WORK INSTRUCTION: Only the lines from the beginning of the data below through the line containing "Turn every road, lane" belong in the response, each copied exactly.

GIVEN DATA:
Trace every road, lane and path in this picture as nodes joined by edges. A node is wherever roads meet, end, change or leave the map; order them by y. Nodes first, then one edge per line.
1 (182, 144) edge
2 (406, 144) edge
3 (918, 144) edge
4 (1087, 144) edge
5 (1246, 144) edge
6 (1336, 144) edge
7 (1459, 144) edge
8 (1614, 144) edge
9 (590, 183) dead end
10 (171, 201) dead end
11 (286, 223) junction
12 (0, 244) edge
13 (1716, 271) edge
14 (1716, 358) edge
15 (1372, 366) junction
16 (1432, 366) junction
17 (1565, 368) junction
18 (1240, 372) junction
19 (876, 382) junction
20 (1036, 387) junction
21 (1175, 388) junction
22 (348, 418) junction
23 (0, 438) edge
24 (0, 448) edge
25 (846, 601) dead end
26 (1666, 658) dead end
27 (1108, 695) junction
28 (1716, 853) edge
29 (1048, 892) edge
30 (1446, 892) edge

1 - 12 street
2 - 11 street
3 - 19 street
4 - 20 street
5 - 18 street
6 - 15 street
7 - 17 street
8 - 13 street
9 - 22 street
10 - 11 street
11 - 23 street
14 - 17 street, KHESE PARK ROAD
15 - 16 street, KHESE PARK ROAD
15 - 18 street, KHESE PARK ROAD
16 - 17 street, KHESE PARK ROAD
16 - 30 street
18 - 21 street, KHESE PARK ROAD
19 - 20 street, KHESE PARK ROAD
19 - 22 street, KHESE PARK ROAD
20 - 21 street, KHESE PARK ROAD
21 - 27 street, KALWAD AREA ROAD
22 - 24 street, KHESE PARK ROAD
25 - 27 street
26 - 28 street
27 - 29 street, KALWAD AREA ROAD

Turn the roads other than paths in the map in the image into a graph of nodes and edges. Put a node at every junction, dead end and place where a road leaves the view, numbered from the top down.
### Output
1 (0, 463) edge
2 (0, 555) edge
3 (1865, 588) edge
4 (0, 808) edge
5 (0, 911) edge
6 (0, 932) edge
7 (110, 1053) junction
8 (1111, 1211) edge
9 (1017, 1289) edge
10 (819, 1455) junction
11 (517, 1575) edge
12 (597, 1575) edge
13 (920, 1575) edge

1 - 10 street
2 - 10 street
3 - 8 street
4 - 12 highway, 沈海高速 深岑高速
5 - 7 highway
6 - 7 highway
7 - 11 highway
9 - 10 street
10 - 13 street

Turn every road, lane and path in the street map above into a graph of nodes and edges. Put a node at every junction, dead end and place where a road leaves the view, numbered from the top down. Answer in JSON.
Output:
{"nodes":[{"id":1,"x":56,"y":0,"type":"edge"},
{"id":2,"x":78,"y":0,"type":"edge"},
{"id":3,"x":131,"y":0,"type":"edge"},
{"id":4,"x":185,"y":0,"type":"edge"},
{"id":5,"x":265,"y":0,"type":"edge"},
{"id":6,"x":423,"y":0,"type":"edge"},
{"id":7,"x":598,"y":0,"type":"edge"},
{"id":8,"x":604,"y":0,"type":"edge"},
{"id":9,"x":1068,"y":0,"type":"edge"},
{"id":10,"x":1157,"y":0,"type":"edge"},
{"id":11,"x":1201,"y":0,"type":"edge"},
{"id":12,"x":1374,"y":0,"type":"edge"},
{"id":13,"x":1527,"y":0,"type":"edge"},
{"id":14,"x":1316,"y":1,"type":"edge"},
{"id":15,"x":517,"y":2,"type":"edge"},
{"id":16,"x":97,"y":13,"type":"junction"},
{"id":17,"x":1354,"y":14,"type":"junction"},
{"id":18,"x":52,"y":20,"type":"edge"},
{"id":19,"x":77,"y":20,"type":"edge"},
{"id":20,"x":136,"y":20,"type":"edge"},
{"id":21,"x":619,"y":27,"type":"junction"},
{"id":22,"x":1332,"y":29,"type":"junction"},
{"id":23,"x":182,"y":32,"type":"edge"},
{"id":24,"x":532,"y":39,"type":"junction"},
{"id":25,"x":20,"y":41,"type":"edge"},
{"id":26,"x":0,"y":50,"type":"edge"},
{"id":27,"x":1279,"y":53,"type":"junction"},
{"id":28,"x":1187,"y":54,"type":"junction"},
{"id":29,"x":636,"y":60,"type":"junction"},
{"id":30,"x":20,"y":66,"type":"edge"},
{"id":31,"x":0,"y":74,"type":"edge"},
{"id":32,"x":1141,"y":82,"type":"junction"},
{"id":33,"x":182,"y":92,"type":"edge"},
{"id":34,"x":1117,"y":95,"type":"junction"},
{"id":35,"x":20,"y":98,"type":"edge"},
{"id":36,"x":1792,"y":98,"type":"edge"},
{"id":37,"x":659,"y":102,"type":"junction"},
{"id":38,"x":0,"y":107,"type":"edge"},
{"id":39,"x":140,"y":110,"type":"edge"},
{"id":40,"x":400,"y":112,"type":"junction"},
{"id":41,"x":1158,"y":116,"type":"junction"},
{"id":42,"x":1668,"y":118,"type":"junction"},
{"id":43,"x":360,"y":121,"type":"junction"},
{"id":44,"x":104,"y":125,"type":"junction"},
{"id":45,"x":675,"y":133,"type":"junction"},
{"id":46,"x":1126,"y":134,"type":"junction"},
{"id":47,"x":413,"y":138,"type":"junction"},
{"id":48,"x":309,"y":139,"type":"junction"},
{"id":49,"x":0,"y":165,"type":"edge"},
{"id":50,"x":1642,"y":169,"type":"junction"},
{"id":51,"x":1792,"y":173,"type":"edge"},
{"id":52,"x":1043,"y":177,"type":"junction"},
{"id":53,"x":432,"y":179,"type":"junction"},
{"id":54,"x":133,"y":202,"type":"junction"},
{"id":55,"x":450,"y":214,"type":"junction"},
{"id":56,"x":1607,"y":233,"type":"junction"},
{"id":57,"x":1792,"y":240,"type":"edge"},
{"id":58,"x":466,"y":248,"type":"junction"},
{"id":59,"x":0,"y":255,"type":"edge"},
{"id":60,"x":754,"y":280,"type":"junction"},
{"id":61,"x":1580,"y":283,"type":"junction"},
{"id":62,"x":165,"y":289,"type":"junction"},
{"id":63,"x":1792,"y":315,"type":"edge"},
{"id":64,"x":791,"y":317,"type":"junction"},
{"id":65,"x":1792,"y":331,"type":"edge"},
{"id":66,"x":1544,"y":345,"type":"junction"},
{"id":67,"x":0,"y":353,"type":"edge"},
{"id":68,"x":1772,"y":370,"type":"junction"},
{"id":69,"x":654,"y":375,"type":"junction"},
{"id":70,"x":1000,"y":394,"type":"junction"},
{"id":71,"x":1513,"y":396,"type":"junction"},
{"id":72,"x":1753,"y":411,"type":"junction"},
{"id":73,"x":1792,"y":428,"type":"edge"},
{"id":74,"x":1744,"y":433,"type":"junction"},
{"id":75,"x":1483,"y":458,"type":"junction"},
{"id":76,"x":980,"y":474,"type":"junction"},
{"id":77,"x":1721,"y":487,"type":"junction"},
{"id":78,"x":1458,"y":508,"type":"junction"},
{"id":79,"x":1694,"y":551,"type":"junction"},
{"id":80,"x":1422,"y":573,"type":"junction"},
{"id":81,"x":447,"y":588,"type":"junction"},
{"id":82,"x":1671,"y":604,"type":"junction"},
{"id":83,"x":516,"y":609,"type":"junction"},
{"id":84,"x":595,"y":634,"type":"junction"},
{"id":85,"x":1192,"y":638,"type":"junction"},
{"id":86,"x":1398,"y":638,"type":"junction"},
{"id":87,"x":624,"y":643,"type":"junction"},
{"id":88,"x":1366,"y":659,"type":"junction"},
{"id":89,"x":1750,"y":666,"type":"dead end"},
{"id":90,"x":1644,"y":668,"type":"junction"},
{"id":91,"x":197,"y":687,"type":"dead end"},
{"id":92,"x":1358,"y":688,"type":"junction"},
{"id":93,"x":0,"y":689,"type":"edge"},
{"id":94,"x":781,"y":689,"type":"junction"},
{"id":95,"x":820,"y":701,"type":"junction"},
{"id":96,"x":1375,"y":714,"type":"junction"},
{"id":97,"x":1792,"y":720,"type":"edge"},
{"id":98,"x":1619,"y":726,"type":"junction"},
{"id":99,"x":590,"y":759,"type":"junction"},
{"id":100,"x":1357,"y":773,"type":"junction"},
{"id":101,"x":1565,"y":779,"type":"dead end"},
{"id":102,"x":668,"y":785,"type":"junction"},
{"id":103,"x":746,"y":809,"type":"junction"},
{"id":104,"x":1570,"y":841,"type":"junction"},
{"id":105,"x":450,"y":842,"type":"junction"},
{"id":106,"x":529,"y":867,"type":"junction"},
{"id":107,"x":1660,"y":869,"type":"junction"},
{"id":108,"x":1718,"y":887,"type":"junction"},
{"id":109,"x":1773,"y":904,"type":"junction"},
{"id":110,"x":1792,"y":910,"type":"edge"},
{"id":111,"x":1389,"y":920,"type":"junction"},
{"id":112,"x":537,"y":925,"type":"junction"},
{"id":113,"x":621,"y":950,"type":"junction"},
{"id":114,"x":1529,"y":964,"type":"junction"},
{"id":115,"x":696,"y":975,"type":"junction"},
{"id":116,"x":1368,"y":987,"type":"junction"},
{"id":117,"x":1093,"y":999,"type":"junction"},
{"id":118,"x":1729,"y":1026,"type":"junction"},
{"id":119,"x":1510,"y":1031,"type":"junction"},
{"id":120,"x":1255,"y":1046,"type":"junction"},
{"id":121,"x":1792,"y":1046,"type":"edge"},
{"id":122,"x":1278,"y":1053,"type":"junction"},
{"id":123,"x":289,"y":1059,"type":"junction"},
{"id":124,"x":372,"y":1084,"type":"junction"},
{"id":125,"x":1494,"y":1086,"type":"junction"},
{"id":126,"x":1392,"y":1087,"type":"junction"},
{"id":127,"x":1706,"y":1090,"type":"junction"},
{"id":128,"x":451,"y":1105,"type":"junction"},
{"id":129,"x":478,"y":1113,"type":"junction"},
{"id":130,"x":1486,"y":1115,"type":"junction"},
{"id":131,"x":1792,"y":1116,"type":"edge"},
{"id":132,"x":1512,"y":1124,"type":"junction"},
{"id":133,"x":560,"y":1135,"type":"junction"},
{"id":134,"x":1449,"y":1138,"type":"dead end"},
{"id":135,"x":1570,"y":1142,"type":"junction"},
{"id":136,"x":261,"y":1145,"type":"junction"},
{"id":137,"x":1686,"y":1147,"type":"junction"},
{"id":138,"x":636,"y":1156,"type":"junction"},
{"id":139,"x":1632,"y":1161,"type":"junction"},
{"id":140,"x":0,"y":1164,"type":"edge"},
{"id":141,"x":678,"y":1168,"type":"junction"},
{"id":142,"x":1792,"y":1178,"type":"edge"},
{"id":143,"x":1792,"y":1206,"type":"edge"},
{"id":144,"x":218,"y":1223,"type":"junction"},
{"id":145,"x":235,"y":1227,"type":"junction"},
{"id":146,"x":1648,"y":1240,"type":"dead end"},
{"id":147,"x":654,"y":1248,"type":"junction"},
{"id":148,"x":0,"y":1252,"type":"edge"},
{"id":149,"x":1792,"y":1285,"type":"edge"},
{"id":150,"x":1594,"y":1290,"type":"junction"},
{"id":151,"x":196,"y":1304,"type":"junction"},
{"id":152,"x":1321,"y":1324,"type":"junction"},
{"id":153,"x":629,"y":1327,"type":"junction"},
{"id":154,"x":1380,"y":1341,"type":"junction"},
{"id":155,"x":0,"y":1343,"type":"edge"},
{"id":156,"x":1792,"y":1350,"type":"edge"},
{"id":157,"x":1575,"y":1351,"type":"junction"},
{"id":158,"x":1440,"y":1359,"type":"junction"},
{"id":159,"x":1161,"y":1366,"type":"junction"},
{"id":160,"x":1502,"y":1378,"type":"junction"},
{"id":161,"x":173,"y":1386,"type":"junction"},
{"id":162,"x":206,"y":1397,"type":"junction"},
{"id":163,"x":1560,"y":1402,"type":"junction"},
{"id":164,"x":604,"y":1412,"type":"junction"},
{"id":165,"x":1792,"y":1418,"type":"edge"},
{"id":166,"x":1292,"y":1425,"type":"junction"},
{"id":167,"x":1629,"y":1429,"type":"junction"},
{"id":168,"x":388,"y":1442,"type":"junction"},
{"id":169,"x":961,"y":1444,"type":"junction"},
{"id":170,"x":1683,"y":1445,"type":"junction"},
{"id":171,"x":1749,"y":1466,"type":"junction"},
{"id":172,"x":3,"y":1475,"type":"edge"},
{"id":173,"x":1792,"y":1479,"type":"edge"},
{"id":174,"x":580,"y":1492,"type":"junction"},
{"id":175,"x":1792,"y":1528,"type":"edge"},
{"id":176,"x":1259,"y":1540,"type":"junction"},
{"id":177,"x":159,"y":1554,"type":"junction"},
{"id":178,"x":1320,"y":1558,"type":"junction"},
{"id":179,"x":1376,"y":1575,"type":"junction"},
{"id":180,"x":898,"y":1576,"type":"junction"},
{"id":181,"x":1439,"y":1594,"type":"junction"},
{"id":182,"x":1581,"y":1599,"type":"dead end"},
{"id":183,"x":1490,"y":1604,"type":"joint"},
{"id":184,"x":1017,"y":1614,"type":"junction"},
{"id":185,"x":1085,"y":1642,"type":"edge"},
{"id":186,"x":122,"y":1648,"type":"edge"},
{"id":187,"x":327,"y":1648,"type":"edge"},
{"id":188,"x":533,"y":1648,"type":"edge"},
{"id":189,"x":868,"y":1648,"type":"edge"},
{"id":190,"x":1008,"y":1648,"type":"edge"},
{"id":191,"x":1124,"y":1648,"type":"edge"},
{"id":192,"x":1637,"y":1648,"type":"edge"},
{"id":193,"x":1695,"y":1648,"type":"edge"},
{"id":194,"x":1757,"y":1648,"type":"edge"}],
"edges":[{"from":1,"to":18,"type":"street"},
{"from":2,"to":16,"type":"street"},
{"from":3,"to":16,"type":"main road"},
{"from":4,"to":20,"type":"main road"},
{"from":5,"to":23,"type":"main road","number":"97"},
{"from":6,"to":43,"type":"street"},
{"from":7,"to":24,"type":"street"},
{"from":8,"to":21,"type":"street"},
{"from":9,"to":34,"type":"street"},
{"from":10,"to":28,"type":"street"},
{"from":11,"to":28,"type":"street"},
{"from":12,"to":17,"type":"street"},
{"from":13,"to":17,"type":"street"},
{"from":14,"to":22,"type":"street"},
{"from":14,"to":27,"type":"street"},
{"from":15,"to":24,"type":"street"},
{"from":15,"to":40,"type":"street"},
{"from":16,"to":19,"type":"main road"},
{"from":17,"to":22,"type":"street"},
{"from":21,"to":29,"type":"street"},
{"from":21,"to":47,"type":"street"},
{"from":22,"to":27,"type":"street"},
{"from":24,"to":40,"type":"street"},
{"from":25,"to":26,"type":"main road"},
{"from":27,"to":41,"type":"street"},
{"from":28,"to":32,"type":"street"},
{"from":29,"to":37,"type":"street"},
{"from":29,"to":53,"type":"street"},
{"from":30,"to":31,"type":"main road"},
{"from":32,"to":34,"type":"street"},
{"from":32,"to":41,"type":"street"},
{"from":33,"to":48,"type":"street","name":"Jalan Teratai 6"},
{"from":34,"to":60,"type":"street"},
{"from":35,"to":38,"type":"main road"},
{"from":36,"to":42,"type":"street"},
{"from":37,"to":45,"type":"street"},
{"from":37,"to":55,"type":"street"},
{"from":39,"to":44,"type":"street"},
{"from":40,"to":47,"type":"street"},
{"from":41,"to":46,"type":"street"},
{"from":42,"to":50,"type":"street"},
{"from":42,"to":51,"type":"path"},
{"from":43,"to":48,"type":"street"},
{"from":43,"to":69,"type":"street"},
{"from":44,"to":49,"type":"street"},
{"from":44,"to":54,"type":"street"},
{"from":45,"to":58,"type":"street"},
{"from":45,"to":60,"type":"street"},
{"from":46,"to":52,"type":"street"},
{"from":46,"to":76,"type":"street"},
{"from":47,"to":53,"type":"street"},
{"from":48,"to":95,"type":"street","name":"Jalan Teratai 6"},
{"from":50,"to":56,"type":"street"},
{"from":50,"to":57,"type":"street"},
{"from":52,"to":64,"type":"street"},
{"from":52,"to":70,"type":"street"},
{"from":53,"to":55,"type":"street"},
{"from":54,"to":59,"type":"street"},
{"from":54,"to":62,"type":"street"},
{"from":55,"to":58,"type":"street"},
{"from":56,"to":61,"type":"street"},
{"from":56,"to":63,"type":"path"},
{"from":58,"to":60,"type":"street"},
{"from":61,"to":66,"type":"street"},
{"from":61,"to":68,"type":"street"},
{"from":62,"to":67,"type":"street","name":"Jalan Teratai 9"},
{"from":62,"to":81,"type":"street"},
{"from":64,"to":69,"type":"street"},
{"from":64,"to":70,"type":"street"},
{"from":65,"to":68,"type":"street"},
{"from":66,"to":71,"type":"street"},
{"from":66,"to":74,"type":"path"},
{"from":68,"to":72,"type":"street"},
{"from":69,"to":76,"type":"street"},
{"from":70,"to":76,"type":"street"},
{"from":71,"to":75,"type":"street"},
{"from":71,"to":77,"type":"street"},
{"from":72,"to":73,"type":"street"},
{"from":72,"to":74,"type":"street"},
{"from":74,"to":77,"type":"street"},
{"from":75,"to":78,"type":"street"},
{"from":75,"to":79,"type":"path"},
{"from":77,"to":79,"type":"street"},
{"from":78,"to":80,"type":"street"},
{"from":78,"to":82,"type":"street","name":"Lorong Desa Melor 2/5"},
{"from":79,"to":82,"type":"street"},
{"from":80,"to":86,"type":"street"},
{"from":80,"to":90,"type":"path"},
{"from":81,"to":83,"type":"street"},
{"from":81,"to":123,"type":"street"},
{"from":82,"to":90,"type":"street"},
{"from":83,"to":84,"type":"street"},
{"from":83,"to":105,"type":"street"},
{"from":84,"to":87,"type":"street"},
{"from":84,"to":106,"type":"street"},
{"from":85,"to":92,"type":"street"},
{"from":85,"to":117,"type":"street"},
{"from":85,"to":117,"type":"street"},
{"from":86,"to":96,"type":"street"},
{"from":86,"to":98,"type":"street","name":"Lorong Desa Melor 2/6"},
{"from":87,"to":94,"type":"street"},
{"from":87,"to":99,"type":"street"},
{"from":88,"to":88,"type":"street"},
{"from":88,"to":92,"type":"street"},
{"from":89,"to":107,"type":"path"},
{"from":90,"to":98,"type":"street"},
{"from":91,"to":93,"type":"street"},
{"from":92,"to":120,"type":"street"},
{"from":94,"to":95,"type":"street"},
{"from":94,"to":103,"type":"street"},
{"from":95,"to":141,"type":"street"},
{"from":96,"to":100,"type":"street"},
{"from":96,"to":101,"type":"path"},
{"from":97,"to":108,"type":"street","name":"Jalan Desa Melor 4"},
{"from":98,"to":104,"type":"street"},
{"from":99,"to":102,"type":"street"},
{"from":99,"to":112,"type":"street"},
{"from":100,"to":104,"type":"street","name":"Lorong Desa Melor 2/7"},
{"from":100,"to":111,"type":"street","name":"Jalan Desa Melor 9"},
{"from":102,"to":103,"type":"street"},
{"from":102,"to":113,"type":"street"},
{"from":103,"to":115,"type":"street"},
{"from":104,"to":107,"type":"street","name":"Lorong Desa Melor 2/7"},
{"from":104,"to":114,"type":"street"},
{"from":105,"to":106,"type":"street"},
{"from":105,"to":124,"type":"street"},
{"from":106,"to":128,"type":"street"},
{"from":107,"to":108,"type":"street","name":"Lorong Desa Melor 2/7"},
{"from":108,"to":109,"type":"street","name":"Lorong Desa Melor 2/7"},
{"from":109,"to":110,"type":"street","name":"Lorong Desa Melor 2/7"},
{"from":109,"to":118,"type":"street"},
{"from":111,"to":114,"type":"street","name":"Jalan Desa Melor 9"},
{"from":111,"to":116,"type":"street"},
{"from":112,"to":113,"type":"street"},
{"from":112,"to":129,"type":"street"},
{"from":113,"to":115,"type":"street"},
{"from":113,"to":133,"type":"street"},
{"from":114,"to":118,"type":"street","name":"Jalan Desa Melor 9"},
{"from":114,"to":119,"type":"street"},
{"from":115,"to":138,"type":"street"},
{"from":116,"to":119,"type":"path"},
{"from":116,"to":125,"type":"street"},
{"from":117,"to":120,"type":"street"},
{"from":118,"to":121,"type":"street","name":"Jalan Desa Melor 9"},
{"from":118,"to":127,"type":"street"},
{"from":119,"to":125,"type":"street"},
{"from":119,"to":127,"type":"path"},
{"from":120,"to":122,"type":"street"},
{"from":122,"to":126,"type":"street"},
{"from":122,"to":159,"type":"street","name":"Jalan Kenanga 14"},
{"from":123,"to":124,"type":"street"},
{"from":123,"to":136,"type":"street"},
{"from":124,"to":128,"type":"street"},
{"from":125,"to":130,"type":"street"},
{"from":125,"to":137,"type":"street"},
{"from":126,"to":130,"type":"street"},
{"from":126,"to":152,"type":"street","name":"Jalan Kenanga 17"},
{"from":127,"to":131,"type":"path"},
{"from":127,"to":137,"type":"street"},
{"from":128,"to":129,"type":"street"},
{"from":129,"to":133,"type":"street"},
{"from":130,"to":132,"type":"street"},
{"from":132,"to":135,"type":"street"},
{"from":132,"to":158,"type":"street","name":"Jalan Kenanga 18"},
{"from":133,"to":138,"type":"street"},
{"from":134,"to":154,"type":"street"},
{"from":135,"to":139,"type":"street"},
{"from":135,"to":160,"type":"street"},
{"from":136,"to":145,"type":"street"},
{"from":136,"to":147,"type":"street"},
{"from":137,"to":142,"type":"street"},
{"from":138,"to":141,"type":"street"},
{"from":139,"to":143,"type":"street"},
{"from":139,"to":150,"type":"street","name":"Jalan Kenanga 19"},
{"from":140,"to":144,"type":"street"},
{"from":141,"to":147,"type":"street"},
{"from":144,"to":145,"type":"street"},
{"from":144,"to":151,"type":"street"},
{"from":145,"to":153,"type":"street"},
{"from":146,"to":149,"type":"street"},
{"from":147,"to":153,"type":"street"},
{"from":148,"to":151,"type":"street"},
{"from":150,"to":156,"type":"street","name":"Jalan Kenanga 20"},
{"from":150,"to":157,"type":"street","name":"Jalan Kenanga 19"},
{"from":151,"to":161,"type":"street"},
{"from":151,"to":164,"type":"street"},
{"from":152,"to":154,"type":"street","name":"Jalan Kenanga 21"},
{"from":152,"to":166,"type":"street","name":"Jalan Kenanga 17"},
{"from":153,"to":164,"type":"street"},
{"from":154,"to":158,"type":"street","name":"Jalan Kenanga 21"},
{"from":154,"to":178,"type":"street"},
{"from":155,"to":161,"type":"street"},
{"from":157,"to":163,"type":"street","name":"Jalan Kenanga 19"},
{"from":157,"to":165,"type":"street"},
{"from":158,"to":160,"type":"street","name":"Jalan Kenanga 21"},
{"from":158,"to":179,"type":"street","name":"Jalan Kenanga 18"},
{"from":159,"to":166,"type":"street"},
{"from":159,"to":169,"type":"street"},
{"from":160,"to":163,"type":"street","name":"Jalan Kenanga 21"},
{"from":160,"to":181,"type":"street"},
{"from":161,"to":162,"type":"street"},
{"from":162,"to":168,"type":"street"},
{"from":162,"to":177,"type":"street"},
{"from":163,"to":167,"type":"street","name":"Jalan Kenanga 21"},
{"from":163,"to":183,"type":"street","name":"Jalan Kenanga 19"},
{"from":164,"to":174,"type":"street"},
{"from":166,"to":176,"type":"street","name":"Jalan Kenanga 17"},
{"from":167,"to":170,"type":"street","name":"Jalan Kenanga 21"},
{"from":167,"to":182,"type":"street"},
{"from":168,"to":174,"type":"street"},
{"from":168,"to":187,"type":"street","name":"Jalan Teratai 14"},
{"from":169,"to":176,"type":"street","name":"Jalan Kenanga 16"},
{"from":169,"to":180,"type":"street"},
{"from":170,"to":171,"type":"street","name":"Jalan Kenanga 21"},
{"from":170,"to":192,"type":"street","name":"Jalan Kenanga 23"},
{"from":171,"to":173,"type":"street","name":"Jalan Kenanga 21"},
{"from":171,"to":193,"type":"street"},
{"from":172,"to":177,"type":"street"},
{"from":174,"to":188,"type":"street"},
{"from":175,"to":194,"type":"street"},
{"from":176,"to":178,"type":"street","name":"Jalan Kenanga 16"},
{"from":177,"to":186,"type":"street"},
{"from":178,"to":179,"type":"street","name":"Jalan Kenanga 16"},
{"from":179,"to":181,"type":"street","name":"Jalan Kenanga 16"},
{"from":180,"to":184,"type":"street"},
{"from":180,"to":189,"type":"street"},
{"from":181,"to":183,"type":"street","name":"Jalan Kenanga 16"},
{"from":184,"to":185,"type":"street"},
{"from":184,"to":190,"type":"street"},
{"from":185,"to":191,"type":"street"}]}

EXERCISE RESPONSE:
Trace every road, lane and path in this picture as nodes joined by edges. A node is wherever roads meet, end, change or leave the map; order them by y. Nodes first, then one edge per line.
1 (182, 144) edge
2 (406, 144) edge
3 (918, 144) edge
4 (1087, 144) edge
5 (1246, 144) edge
6 (1336, 144) edge
7 (1459, 144) edge
8 (1614, 144) edge
9 (590, 183) dead end
10 (171, 201) dead end
11 (286, 223) junction
12 (0, 244) edge
13 (1716, 271) edge
14 (1716, 358) edge
15 (1372, 366) junction
16 (1432, 366) junction
17 (1565, 368) junction
18 (1240, 372) junction
19 (876, 382) junction
20 (1036, 387) junction
21 (1175, 388) junction
22 (348, 418) junction
23 (0, 438) edge
24 (0, 448) edge
25 (846, 601) dead end
26 (1666, 658) dead end
27 (1108, 695) junction
28 (1716, 853) edge
29 (1048, 892) edge
30 (1446, 892) edge

1 - 12 street
2 - 11 street
3 - 19 street
4 - 20 street
5 - 18 street
6 - 15 street
7 - 17 street
8 - 13 street
9 - 22 street
10 - 11 street
11 - 23 street
14 - 17 street, KHESE PARK ROAD
15 - 16 street, KHESE PARK ROAD
15 - 18 street, KHESE PARK ROAD
16 - 17 street, KHESE PARK ROAD
16 - 30 street
18 - 21 street, KHESE PARK ROAD
19 - 20 street, KHESE PARK ROAD
19 - 22 street, KHESE PARK ROAD
20 - 21 street, KHESE PARK ROAD
21 - 27 street, KALWAD AREA ROAD
22 - 24 street, KHESE PARK ROAD
25 - 27 street
26 - 28 street
27 - 29 street, KALWAD AREA ROAD

Turn the roads other than paths in the map in the image into a graph of nodes and edges. Put a node at every junction, dead end and place where a road leaves the view, numbered from the top down.
### Output
1 (0, 463) edge
2 (0, 555) edge
3 (1865, 588) edge
4 (0, 808) edge
5 (0, 911) edge
6 (0, 932) edge
7 (110, 1053) junction
8 (1111, 1211) edge
9 (1017, 1289) edge
10 (819, 1455) junction
11 (517, 1575) edge
12 (597, 1575) edge
13 (920, 1575) edge

1 - 10 street
2 - 10 street
3 - 8 street
4 - 12 highway, 沈海高速 深岑高速
5 - 7 highway
6 - 7 highway
7 - 11 highway
9 - 10 street
10 - 13 street

Turn every road, lane and path in the street map above into a graph of nodes and edges. Put a node at every junction, dead end and place where a road leaves the view, numbered from the top down. Answer in JSON.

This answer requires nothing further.